"Ash Wednesday'll come but Carnival is here.
What sambas can you dance? What will you wear?" (32-3).
"Pink Dog" by Elizabeth Bishop seems to be an extended metaphor which compares the fear that a pink dog strikes into people with the foolish nature of a beggar. While both of the images in comparison are negative, I feel like this poem is much like "London" in that Bishop is shining them in a new light. The pink dog has "a case of scabies, but looks intelligent" (8-9). To me, this line implies that the pink dog is only naked because of an outside force brought upon by some indirect life choices, much like a beggar. Dogs would never choose to have scabies much like how a beggar would never choose to have to beg.

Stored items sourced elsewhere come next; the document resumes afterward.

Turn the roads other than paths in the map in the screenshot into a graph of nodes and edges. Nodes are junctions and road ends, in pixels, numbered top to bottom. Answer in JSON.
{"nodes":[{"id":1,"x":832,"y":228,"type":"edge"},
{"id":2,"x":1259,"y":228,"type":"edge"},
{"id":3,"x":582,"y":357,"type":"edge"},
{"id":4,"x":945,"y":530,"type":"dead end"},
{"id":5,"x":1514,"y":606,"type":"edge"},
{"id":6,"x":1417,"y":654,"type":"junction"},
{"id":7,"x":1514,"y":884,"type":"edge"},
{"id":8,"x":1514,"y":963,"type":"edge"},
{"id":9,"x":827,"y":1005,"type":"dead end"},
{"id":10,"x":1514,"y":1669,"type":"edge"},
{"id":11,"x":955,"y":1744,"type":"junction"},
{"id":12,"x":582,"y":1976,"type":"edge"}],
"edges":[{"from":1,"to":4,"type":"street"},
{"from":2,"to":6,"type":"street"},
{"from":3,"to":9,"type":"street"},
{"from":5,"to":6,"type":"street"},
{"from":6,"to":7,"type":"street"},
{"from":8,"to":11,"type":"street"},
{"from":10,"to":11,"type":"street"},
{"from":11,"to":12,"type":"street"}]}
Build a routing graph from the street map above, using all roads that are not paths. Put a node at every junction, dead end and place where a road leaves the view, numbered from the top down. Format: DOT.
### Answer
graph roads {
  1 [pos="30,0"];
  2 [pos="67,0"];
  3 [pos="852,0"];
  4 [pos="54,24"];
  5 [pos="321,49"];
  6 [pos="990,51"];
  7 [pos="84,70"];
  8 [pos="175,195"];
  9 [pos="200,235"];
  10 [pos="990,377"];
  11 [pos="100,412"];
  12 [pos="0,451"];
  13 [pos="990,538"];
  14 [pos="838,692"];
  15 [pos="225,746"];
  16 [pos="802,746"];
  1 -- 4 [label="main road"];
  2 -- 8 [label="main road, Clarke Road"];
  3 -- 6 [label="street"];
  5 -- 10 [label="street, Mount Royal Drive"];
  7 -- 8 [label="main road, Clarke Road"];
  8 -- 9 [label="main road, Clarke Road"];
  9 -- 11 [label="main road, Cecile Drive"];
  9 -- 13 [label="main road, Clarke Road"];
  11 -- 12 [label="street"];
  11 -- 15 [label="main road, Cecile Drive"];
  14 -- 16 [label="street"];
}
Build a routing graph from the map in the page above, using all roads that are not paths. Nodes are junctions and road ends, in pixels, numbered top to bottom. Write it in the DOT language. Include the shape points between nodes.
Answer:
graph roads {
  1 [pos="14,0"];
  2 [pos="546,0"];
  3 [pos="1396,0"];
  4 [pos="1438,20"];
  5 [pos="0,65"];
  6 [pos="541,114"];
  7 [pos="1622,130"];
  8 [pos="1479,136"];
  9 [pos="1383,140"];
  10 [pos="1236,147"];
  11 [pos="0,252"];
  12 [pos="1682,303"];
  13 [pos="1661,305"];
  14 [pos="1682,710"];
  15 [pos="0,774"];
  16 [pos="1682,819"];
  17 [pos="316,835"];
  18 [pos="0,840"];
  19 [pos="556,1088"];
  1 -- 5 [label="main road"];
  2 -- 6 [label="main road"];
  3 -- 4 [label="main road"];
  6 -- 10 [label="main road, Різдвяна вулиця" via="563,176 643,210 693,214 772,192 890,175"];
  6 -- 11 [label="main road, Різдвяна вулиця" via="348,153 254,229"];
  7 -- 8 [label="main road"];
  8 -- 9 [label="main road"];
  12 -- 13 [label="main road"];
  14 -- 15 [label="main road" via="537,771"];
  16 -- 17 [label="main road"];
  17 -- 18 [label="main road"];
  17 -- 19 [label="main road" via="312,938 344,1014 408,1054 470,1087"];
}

The quote I chose above mocks society in a sort of way. The society (Germany calls their Fat Tuesday celebration Karneval, so maybe a German society?) is creating a false sense of perfection in the society with the celebrations. This correlates with the message that Bishop is achieving because she seems to parallel on the message of Jesus that those with misfortune on earth will have happiness later in eternal life. Bishop juxtaposes her early negative imagery of the pink dog ("Naked," "passersby draw back and stare," "of course they're mortally afraid") with a new light of hope for the dog that it might look grim now, but in time, the dog will be glorified.
Also, are the rhetorical questions there for a purpose or just decoration?